Yes the very last line was right after the reboot.

Quote:
Originally Posted by johnsfine View Post
What applications are running on the system? You may want to experimentally kill processes yourself to find out which one is driving the memory leak.
Really nothing, at this point is is just a RHEL installation with IA done to it. Things like auditing, password requirements, etc.

Quote:
Originally Posted by syg00 View Post
I'd recommend as recent a kernel as you can get.
I am running 2.6.28-194.26.1.el5PAE.

Quote:
Originally Posted by johnsfine View Post
If an application leaks such resources, then the kernel slab allocation may grow unacceptably large. No kernel bug is needed. If you stop the application resource leak, you fix the excess use of slab memory.
I think that is why systemtap was recomended to me.
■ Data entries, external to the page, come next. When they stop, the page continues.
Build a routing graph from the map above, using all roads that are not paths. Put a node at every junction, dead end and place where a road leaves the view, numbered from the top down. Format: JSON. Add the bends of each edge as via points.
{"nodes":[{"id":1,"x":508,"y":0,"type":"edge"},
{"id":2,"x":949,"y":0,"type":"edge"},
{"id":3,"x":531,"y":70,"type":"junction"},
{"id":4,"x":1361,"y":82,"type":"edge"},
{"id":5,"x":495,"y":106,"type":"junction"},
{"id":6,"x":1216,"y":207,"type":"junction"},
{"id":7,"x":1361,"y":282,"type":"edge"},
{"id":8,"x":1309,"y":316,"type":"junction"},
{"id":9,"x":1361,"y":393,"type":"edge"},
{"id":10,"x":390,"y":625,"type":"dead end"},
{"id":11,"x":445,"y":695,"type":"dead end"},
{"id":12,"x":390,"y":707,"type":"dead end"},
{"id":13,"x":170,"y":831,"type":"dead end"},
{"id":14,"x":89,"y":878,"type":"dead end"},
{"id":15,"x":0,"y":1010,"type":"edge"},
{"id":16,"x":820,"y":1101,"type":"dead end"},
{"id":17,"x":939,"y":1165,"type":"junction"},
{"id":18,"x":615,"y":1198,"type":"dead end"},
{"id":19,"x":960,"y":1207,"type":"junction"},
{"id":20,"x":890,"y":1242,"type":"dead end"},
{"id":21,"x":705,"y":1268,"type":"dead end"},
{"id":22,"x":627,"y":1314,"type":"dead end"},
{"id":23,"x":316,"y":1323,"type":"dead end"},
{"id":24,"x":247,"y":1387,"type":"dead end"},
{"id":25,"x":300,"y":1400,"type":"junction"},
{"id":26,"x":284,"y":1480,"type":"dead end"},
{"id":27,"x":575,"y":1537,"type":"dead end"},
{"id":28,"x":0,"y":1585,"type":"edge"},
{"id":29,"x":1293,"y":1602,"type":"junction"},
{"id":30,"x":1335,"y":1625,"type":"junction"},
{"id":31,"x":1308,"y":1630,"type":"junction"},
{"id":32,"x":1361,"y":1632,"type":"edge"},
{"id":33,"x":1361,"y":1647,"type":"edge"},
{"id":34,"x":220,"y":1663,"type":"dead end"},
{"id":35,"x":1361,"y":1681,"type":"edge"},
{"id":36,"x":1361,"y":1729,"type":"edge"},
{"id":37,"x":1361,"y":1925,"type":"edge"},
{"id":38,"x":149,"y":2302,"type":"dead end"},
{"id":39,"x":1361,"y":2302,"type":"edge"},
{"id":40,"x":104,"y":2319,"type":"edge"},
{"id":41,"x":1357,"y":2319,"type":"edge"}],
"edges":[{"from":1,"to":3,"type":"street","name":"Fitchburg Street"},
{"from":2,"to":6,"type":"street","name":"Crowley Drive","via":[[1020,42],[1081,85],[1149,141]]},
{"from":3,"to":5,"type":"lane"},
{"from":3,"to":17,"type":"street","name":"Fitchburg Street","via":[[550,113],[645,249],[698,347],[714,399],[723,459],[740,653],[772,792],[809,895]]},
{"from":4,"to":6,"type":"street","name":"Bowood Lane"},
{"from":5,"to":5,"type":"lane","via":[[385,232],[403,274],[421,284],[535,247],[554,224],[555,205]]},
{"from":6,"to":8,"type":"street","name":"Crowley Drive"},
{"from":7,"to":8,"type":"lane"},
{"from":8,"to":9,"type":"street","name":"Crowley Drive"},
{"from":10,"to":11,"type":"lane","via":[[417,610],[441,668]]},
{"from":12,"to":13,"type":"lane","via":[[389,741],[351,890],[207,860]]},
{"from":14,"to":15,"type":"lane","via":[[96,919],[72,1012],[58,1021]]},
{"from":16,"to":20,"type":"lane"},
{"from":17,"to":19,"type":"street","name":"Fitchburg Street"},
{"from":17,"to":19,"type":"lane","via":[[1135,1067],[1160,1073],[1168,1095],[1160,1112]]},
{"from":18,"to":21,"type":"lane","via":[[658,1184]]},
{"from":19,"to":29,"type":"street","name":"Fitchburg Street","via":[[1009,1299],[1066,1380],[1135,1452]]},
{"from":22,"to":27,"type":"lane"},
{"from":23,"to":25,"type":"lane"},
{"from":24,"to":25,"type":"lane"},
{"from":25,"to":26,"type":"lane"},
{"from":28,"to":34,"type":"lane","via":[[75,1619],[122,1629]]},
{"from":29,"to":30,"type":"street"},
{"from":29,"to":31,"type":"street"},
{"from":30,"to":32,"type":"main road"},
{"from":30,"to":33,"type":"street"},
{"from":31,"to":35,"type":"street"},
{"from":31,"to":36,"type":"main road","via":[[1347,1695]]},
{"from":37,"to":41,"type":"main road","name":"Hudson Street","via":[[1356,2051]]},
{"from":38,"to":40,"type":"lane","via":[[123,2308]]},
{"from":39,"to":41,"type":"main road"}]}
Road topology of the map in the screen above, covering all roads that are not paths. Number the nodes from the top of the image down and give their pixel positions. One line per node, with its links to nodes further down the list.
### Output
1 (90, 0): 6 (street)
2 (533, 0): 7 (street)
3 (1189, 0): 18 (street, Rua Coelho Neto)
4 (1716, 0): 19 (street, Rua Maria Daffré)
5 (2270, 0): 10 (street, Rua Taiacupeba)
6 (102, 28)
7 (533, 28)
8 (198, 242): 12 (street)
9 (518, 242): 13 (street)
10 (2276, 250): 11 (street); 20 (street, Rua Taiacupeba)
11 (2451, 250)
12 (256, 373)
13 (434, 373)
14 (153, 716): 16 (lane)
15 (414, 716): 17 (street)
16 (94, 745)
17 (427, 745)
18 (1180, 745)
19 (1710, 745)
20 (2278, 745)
I am suppose to be able to use it to, I think, look into the names_cache slab and determine which userspace process is leaking memory. Problem is I have no experience with it.

This was given to me in IRC which prints all of the gets and puts of namei.c. But it was uncertian if that would show the problem or not. And to be honest I'm not sure what I'm looking for.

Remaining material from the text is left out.